Celso Maria do Nascimento, meus parabéns pela cautela e a correção a respeito da minha idade. Consultou dois órgãos importantíssimos, não podia errar. Existem blogs usando meu nome, dizem o que bem entendem. Na minha carteira de identidade do Felix Pacheco, está escrito: "Nascimento, l7 de outubro de 1921".

Nessas datas, dois fatos inesquecíveis para o mundo. Em 17 de outubro os comunistas tentaram derrubar a ditadura aristocrática de 300 anos dos Romanofs. Depois de uma terrível guerra civil de 4 anos, em 1921 tomaram o poder. A Rússia se transformou em União Soviética.

Durou apenas 70 anos. Na véspera do Natal de l991, desapareceu. Traída pela incompetência, pela morte de Lenine, a expulsão de Trotski, o aparecimento do carrasco sanguinário, Josef Stalin, que massacrou o povo, destruiu a Revolução.

Mario Silveira Neto, desculpe, mas você deve estar lendo o blog com óculos bifocais, com as lentes trocadas. Desde que se começou a falar em impeachment, fiquei contra, é a minha posição e convicção até hoje. Em fevereiro de 2015, o jurista Ives Gandra Martins foi contratado para defender o impeachment, era sua crença.

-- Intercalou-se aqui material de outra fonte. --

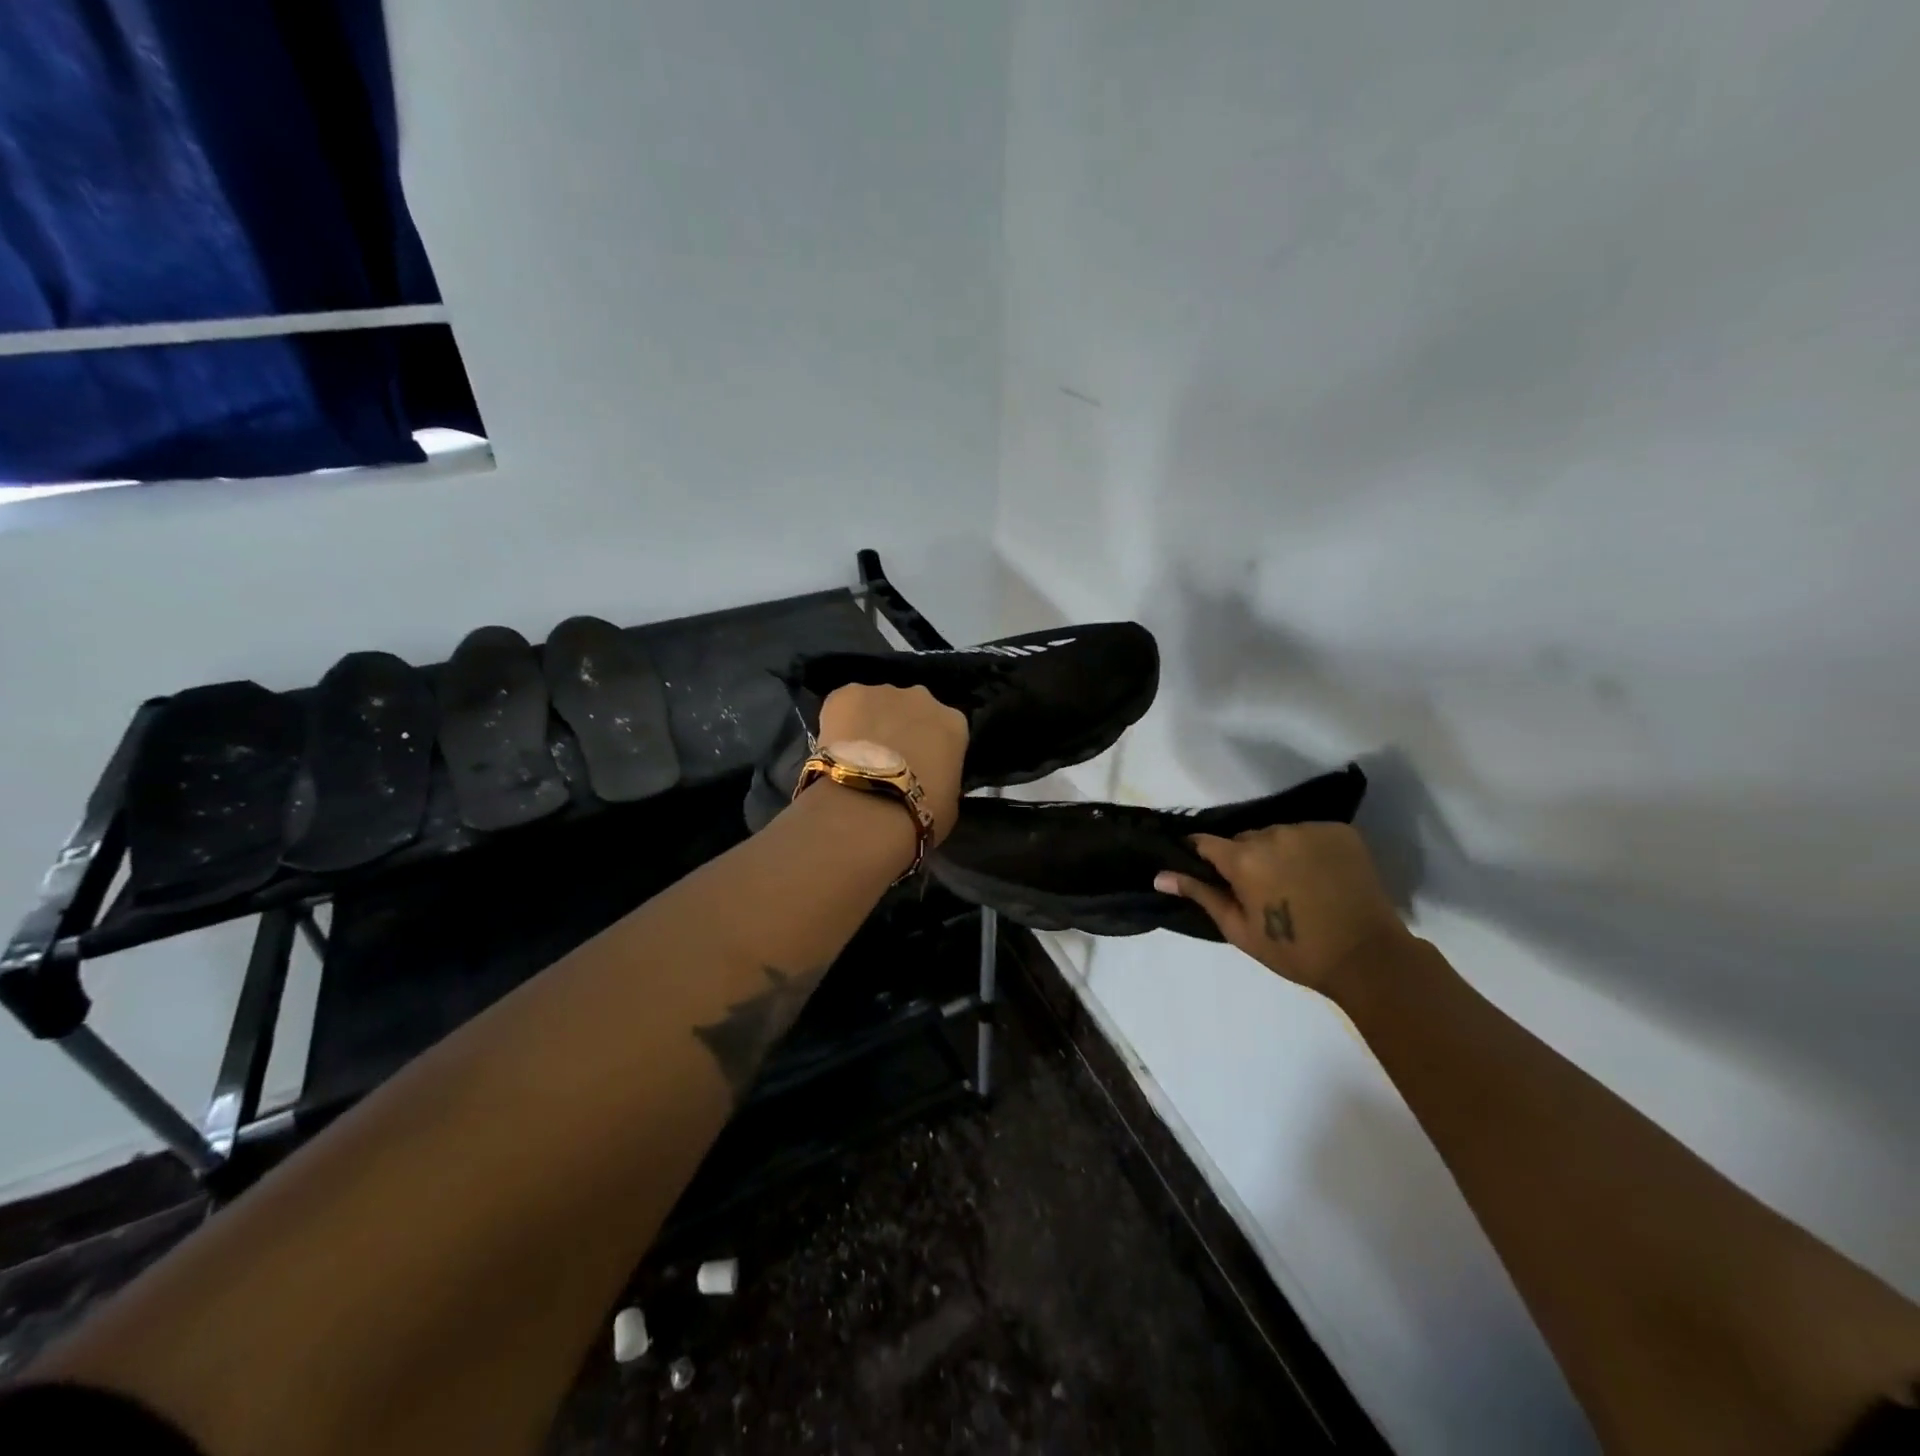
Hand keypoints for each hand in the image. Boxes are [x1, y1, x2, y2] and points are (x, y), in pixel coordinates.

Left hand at [816, 683, 967, 843]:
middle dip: (902, 727)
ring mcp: (883, 691)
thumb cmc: (919, 812)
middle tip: (887, 759)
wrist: (868, 806)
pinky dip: (840, 720)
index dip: (931, 747)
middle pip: (913, 709)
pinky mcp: (846, 693)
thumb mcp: (950, 801)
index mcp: (954, 723)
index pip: (946, 729)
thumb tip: (932, 778)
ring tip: (857, 755)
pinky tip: (835, 746)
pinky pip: (845, 704)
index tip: (921, 765)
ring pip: (877, 704)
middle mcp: (923, 697)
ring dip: (871, 723)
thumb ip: (943, 777)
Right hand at [1154, 823, 1412, 997]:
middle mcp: (1273, 834)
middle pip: (1244, 839)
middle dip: (1244, 858)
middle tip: (1260, 890)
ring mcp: (1309, 829)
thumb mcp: (1239, 929)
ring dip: (1276, 852)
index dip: (1203, 856)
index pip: (1206, 843)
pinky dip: (1308, 849)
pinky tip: (1319, 874)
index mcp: (1243, 858)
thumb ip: (1201, 895)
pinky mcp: (1340, 831)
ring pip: (1277, 835)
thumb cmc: (1294, 951)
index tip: (1208, 873)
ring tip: (1293, 883)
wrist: (1367, 957)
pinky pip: (1309, 833)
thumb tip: (1160, 875)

Assim que publicou o parecer, ainda no mesmo fevereiro, contestei-o, não concordava. Nesse ano decorrido, não perdi oportunidade de demonstrar meu combate ao impeachment, principalmente pelas circunstancias. Mas também não deixei um dia sequer de criticar a presidentA pela incapacidade, a incompetência, e a imprudência ou omissão de tudo que pode constar de um processo ou projeto de governar.

Wellington Ferraz, obrigado por me mandar o blog a respeito da morte de Tancredo Neves, não o conhecia. Vou responder amanhã. È difícil analisar ficção, principalmente depois de 30 anos. Parece um roteiro típico de Hollywood, para ser dirigido pelo Tarantino.

1- A ação da Petrobras fechou sexta feira, a 4,4l. Hoje, segunda feira, ficará inalterada. Motivo: a Bovespa não funcionará, é feriado em São Paulo (Aniversario da cidade).

2-Mas os problemas da empresa não dependem do fechamento da Bolsa por um dia. Vieram do tempo da ditadura, não foram percebidos. Ou percebidos e estimulados. Fortunas foram feitas na ditadura, nada era desconhecido.

3- Fartei de revelar e denunciar: o "japonesinho" Shigeaki Ueki, um dos privilegiados do regime. Presidente da Petrobras e Ministro de Minas e Energia, enriqueceu de forma colossal.

4-Ha dezenas de anos mora no Texas, praticamente não aparece no Brasil. Ele e os filhos são donos de mais poços de petróleo do que os Bush, que já dominaram o estado.  Outro fator da destruição da empresa, é a DESADMINISTRAÇÃO. Centenas de diretores, executivos, gerentes, e a corrupção, tendo que percorrer e corromper tanta gente.